No vamos a dudar de la paternidad: un padre siempre es un padre pero unos se merecen el título más que otros. Pasa lo mismo con un país porque ahí está el territorio, el asiento o la sede, que puede ser cualquiera, y otra cosa es la patria, que surge como una historia de ancestros, afectos y parentescos, de recuerdos. Al padre se le quiere casi siempre por lo que le debemos: nada menos que la vida. Caben matices o grados de afecto por su forma de ser o ha sido con nosotros. Luego está «cada uno es de donde le dan de comer», que sirve para paternidad y, a muchos, nacionalidad. Así es que en estas cosas tan importantes e imprescindibles caben los matices y nadie puede calificarnos de descastados o desagradecidos si le hacemos confesiones al respecto que no se esperaban. Normalmente se guardan los sentimientos y vamos tirando.

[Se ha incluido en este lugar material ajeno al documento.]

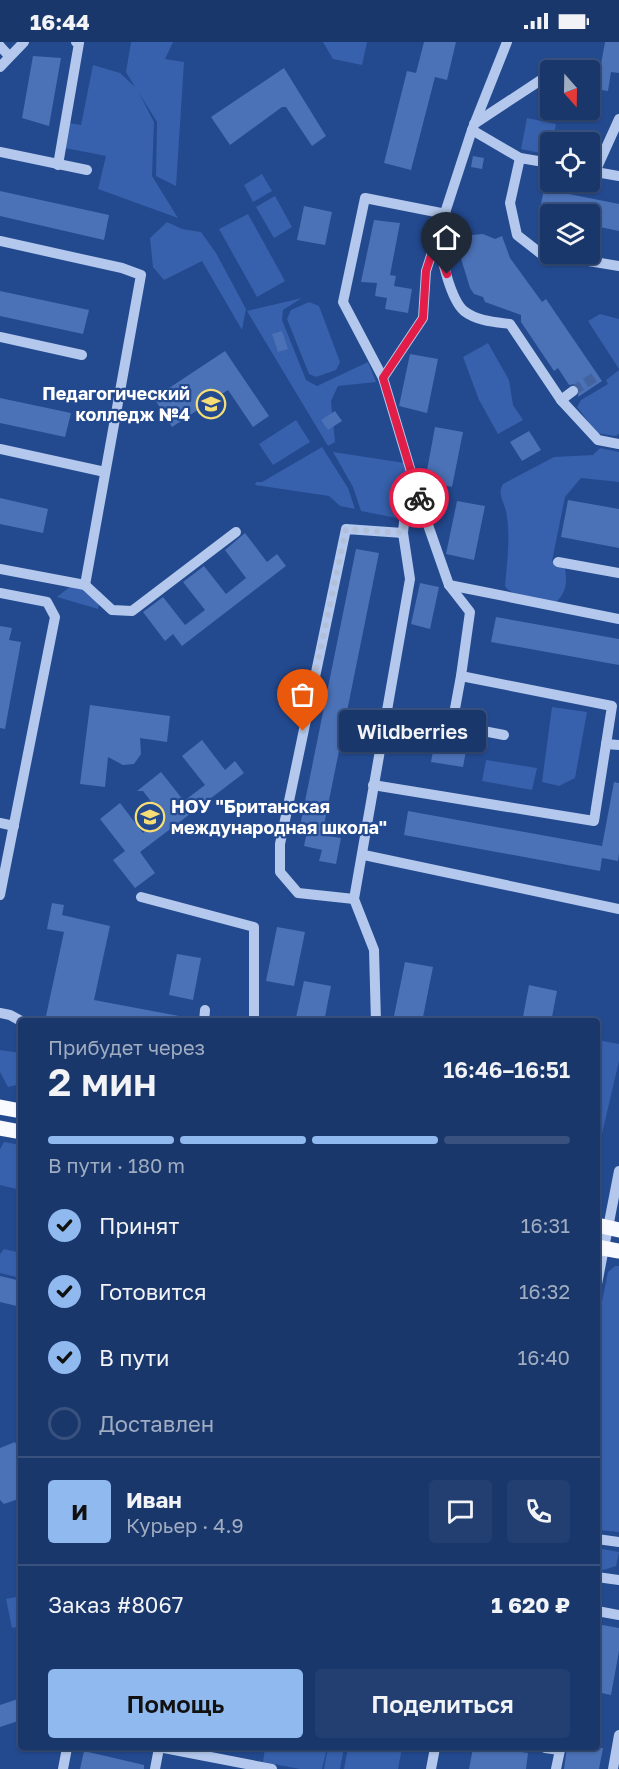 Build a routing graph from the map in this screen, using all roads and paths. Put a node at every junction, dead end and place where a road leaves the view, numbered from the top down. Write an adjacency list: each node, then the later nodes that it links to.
1 (24, 42): 5 (street)
2 (75, 42): 14 (street)
3 (507, 42): 9 (street)
4 (0, 46): 5 (street)
5 (9, 56): 6 (street)
6 (0, 67)
7 (540, 81): 9 (street)
8 (619, 118): 11 (street)
9 (473, 127): 12 (street); 18 (street)
10 (0, 152): 14 (street)
11 (600, 155)
12 (520, 158): 13 (street); 21 (street)
13 (540, 161)
14 (58, 165): 15 (street)
15 (87, 170)
16 (600, 172): 17 (street)
17 (619, 176)
18 (447, 214): 19 (street); 24 (street)
19 (440, 228): 24 (street); 26 (street)
20 (0, 241): 29 (street)
21 (619, 266)
22 (0, 337): 23 (street)
23 (82, 355)
24 (383, 378): 30 (street)
25 (573, 391): 26 (street)
26 (561, 400): 27 (street)
27 (619, 444)
28 (0, 450): 29 (street)
29 (105, 472): 36 (street)
30 (421, 503): 32 (street); 37 (street)
31 (236, 532): 36 (street)
32 (403, 533): 44 (street); 50 (street)
33 (558, 562): 35 (street)
34 (0, 569): 36 (street)
35 (619, 573)
36 (85, 585)
37 (449, 585): 39 (street); 40 (street)
38 (0, 593): 46 (street)
39 (619, 619)
40 (461, 676): 41 (street); 42 (street)
41 (504, 735)
42 (606, 744): 43 (street); 44 (street)
43 (619, 745)
44 (374, 784): 47 (street)
45 (0, 823): 46 (street)
46 (14, 826): 48 (street)
47 (364, 855): 50 (street); 51 (street)
48 (0, 895)
49 (141, 897): 53 (street)
50 (354, 899): 54 (street)
51 (619, 909)
52 (0, 1013): 55 (street)
53 (254, 1018)
54 (376, 1018)
55 (18, 1020)
56 (0, 1107): 57 (main road)
57 (18, 1110)
58 (0, 1128): 59 (main road); 60 (street)
59 (18, 1131)
60 (0, 1133)
61 (619, 1171): 62 (street)
62 (608, 1228): 63 (street)
63 (607, 1249): 64 (street)
64 (600, 1274)
65 (600, 1539): 66 (street)
66 (619, 1542)
67 (600, 1577): 68 (street)
68 (619, 1580)
69 (600, 1612): 70 (street)
70 (619, 1615)
71 (619, 1735): 82 (street)
72 (68, 1750): 77 (street)
73 (159, 1750): 78 (street)
74 (174, 1750): 79 (street)
75 (435, 1750): 80 (street)
76 (560, 1750): 81 (street)
77 (63, 1769)
78 (155, 1769)
79 (272, 1769)
80 (431, 1769)
81 (556, 1769)
82 (613, 1769) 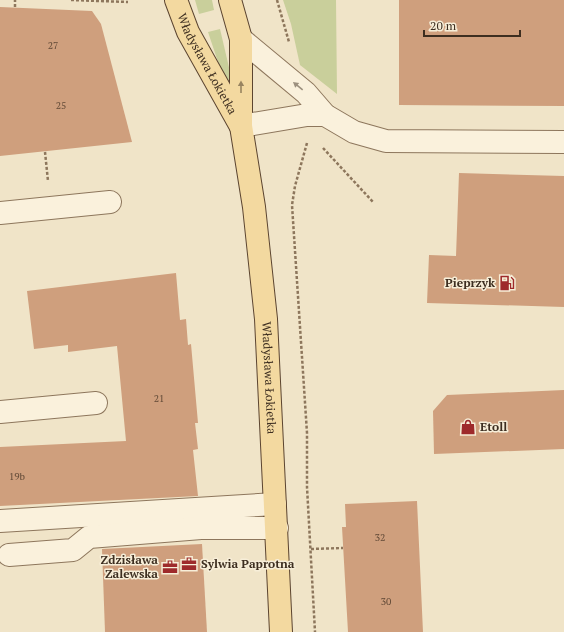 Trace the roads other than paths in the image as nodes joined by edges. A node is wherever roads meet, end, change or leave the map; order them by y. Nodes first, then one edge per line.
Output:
1 (176, 0) edge
2 (230, 0) edge
3 (241, 39) junction
4 (314, 121) junction
5 (241, 126) junction
6 (564, 142) edge
7 (110, 202) dead end
8 (0, 213) edge
9 (96, 403) dead end
10 (0, 412) edge
11 (276, 504) junction
12 (0, 521) edge
13 (277, 528) junction
14 (9, 555) dead end
15 (282, 632) edge

1 - 5 main road, Władysława Łokietka
2 - 3 main road, Władysława Łokietka
4 -> 3 lane
5 -> 3 main road, Władysława Łokietka
4 - 5 lane
4 - 6 lane
5 - 11 main road, Władysława Łokietka
7 - 8 lane
9 - 10 lane
11 - 12 lane
11 - 13 main road, Władysława Łokietka
13 - 14 lane
13 - 15 main road, Władysława Łokietka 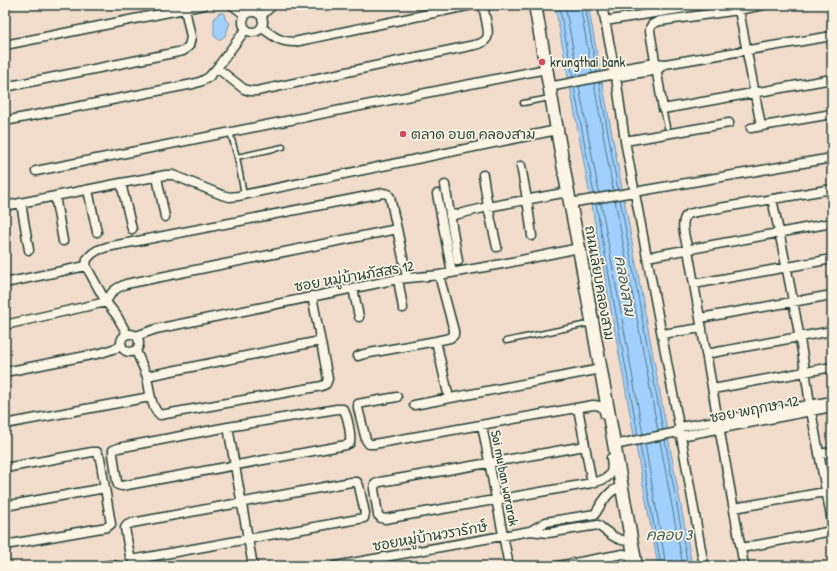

En un periódico de tirada internacional, y como artículo de opinión, el autor consideraba sin dudar que Franco, el nuestro, había muerto. Venía a cuento por las afirmaciones de limitar libertades a los catalanes y españoles de Cataluña. Aquello apareció hace días y sólo algunos lo vimos y consideramos. Me chocó y no puede estar más claro que una parte de políticos y, con ellos, de la sociedad, se empeñe en mantener vivo a aquel señor de corta estatura y larga trascendencia, que también marcó nuestro destino, aquella sociedad con signos peculiares, aquel aire de haber vencido, de vencedores, que sirve como marchamo visible de las dos Españas.

Y empezaré por cualquier punto porque hay muchos por los que escapa, descaradamente, aquella derecha que tanto duró y dura: no fueron cuarenta años los que sufrimos, sino que la supervivencia y sus claros vestigios se han alargado hasta los ochenta. Y todo, gracias a la llamada Transición. Recuerden, por ejemplo, al portavoz «de su amo» cuando, con la mayor desvergüenza, crueldad y cinismo, aseguraba que los descendientes de aquellos muertos, desperdigados por las cunetas, se interesaron por ellos cuando olieron que había dinero. ¿Lo recuerdan? Fue un vestigio palpable de malas entrañas y, de lejos, de una conciencia de colectivo que no acepta que todos los muertos son enterrados, por un resto de rencor y pudiera ser que de miedo por lo que pudiera descubrirse. Las personas, las cosas, mueren cuando se las olvida. Las importantes permanecen cuando nos empeñamos o porque realmente están o trascienden. ¿Quiénes se empeñan en que aquello siga vivo? ¿Quiénes cantan himnos, visten uniformes, enarbolan banderas y hasta dejan de aplicar leyes que permitan la verdadera libertad? ¿Quiénes dejan visibles señales, imágenes, nombres de personajes indeseables para la sensibilidad de muchos españoles? Y hasta gestos o manifestaciones idénticos a aquellos que exaltaron valores en que el odio y hasta el crimen constituyeron una realidad inaceptable de visualizar en una real democracia.

Esa Constitución, que es ésta, que se escribió como había que escribirla hace cuarenta años: con miedo y hasta gratitud, porque se reconocían y aceptaban las ideas y que tuvo que seguir los pasos que ordenó un dictador... Cuarenta años sin eliminar tanta dañina hojarasca, cuando no sin cumplir algunas de sus leyes porque no conviene a poderosos o instituciones: leyendas, capillas, forma de gobierno, continuidad impuesta...

José Antonio decía: «Amamos a España porque no nos gusta». Huele a masoquismo pero la afirmación quedó clara: no les gustaba. Cosas de santo... Y acabó, sin querer, en los cielos, que no molestara.

Aún se ven nombres irritantes, lugares suntuosos que entristecen, capillas donde no deben permanecer, espectáculos sangrientos o de tortura para los fumadores de puros... Aquel hombre no ha muerto y aún nos divide, porque muchas de sus convicciones se conservan mediante leyes o leyes mal aplicadas y que hacen que España no acabe de gustar a todos, mientras unos pocos o bastantes las avivan.